Le flux de navires traversant le détroit d’Ormuz reste très limité à cause du conflit au Moyen-Orient, mais parmi ceux qui passent, la part des bateaux non liés à l’Iran semble en hausse, selon la société de données maritimes Lloyd’s List Intelligence.
Depuis le début du conflit déclenché le 28 février par les frappes israélo-américaines contre l’Iran, Téhéran orchestre la quasi-paralysie du détroit d’Ormuz, obstruant une grande partie des exportations d’hydrocarbures des pays du Golfe, avec des conséquences néfastes pour l’économie mondiale.
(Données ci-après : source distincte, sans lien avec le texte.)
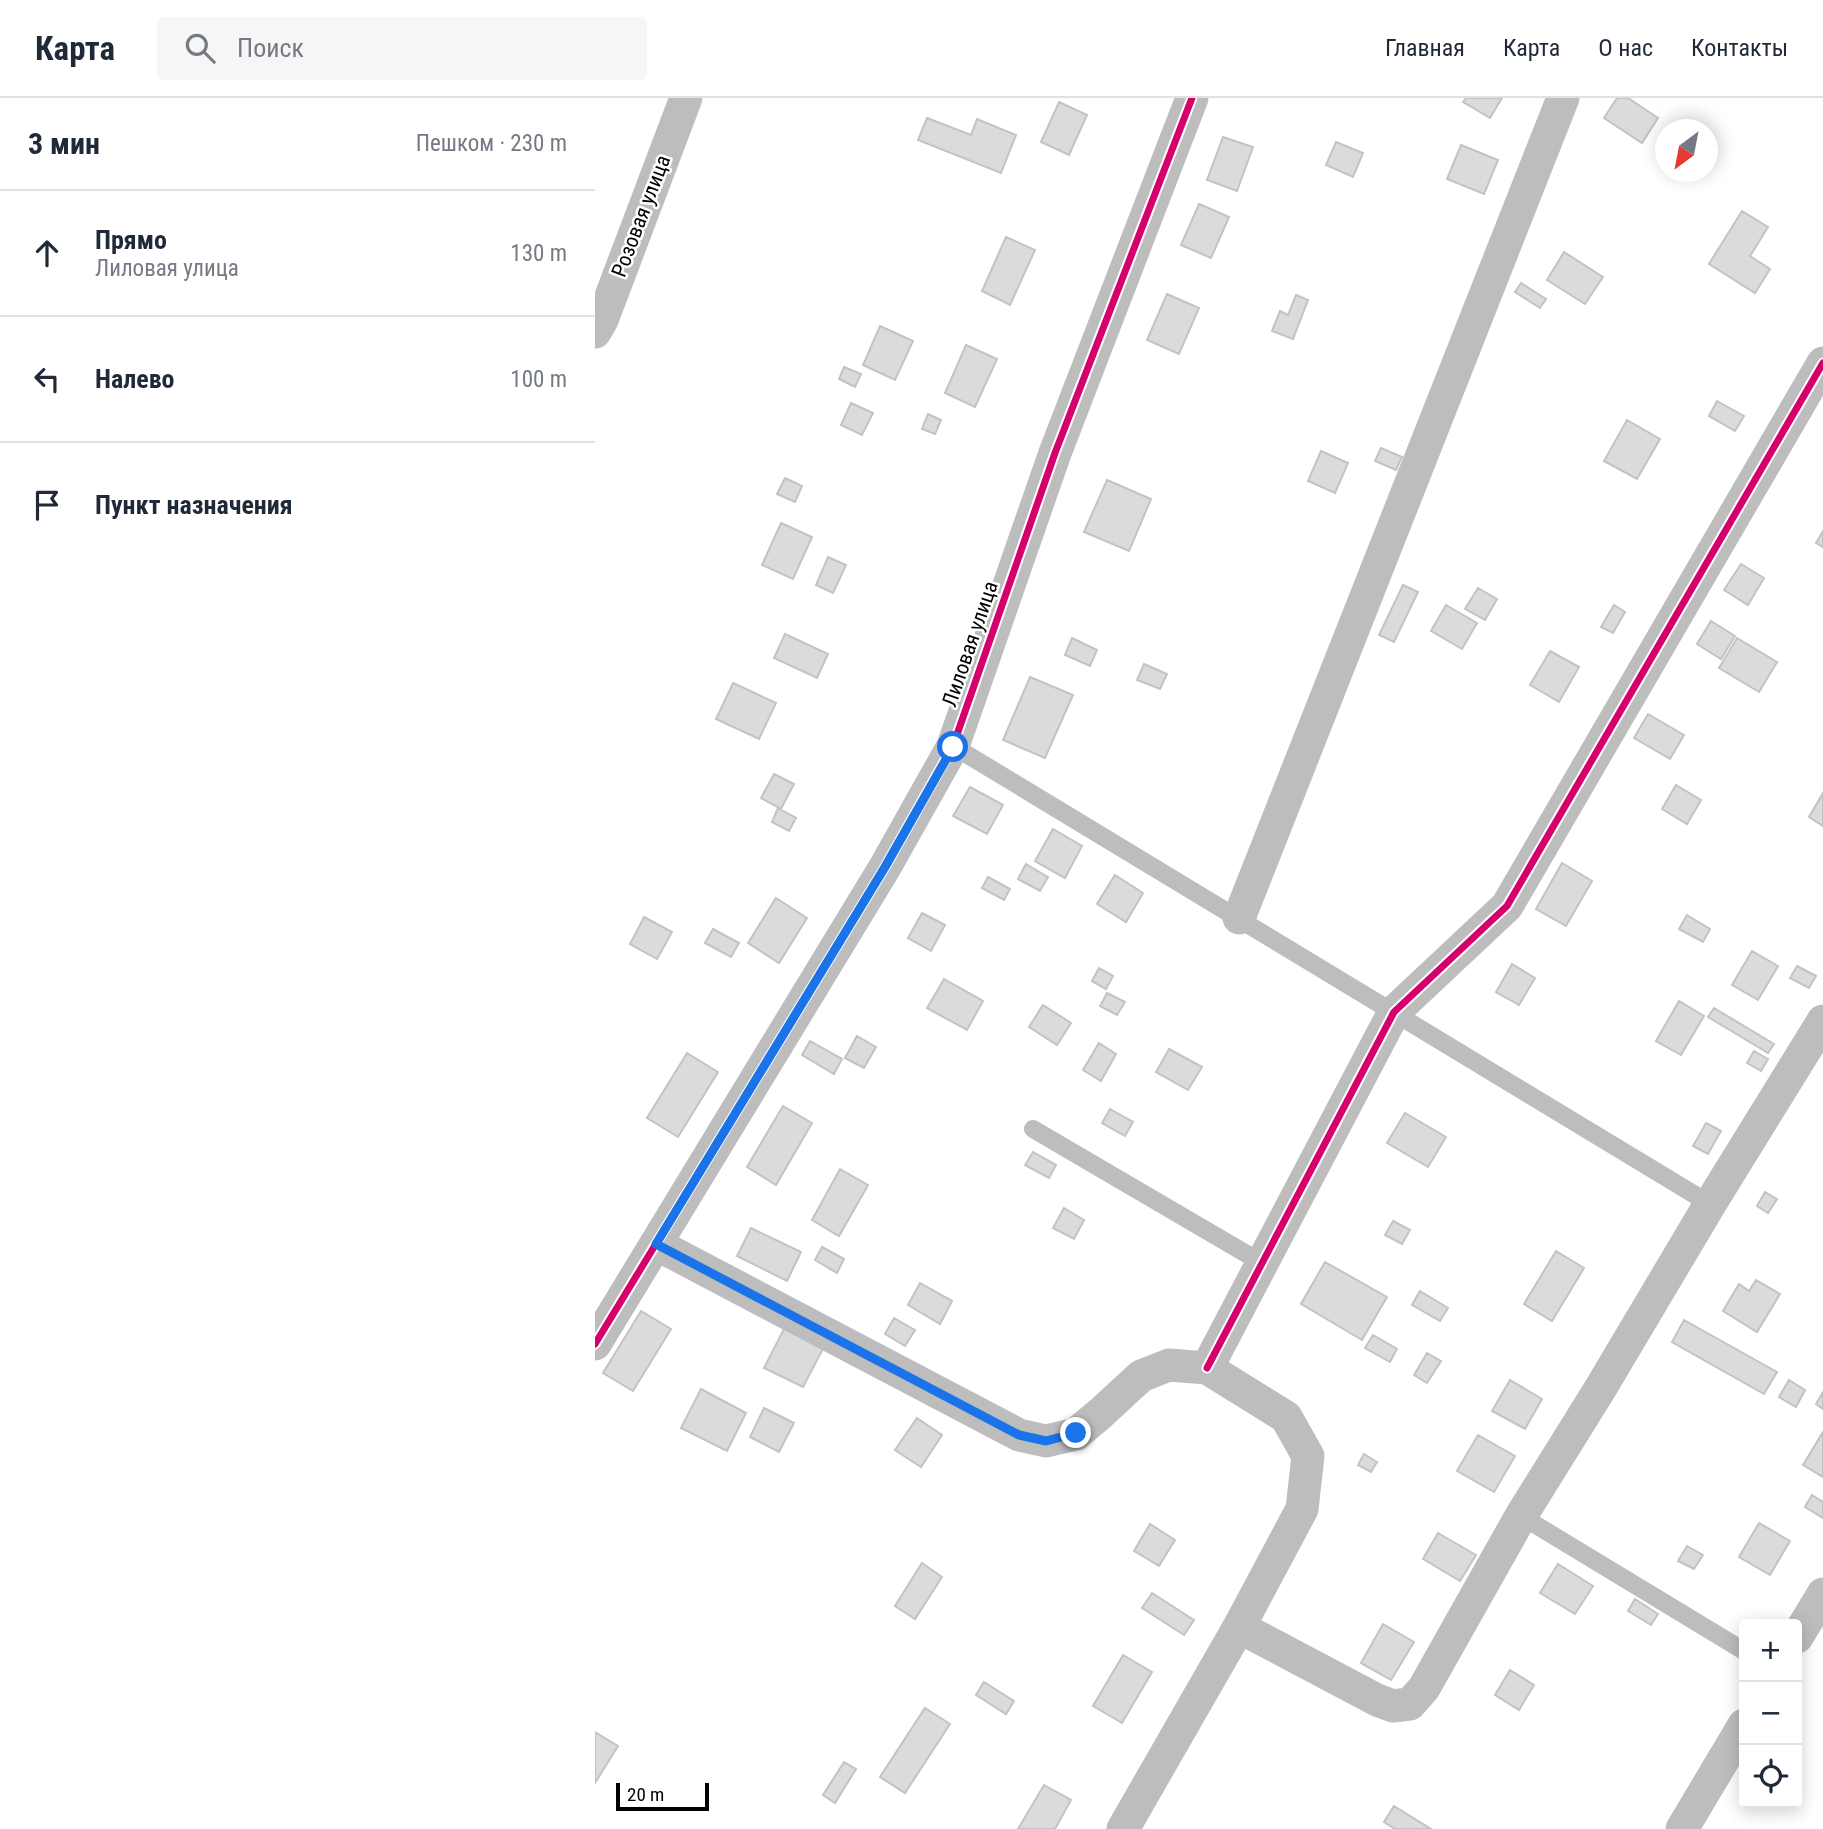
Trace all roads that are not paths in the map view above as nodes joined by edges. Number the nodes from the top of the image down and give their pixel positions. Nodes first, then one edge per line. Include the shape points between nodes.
1 (685, 98) edge
2 (1192, 98) edge
3 (1563, 98) edge
4 (595, 332) edge
5 (1823, 363) edge
6 (953, 747) junction
7 (1239, 918) junction
8 (1394, 1012) junction
9 (1823, 1021) edge
10 (1033, 1129) dead end
11 (1710, 1204) junction
12 (656, 1244) junction
13 (1262, 1263) junction
14 (595, 1344) edge
15 (1207, 1368) junction
16 (1521, 1516) junction
17 (1823, 1594) edge
18 (1239, 1627) junction
19 (1802, 1629) edge
20 (1739, 1648) edge
21 (1739, 1733) edge
22 (1123, 1829) edge
23 (1682, 1829) edge

1 - 4 street, Розовая улица
2 - 6 street, Лиловая улица via 1055,453
3 - 7 street
5 - 8 street via 1507,906
6 - 7 lane
6 - 12 street, Лиловая улица
7 - 8 lane
8 - 11 lane
8 - 13 street
9 - 11 street
10 - 13 lane
11 - 16 street
12 - 14 street, Лиловая улица
12 - 15 street via 1019,1435 1046,1441 1076,1433 1141,1376 1169,1365
13 - 15 street
15 - 18 street via 1286,1417 1308,1456 1302,1509
16 - 18 street via 1424,1688 1410,1704 1393,1706 1377,1700
16 - 20 lane
17 - 19 street
18 - 22 street
21 - 23 street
Mais «la semaine dernière, nous avons vu passer des navires battant pavillon singapourien, émirati (Émirats arabes unis), sud-coréen, ainsi qu’un navire battant pavillon norvégien» traversant le détroit d’Ormuz, affirme Bridget Diakun, analyste chez Lloyd’s List Intelligence.
Les traversées de pétroliers de très fort tonnage non liés à l’Iran semblent notamment repartir à la hausse. Sur les 27 recensées par la société d’analyse Kpler depuis le début du conflit, plus de la moitié ont été effectuées en mai.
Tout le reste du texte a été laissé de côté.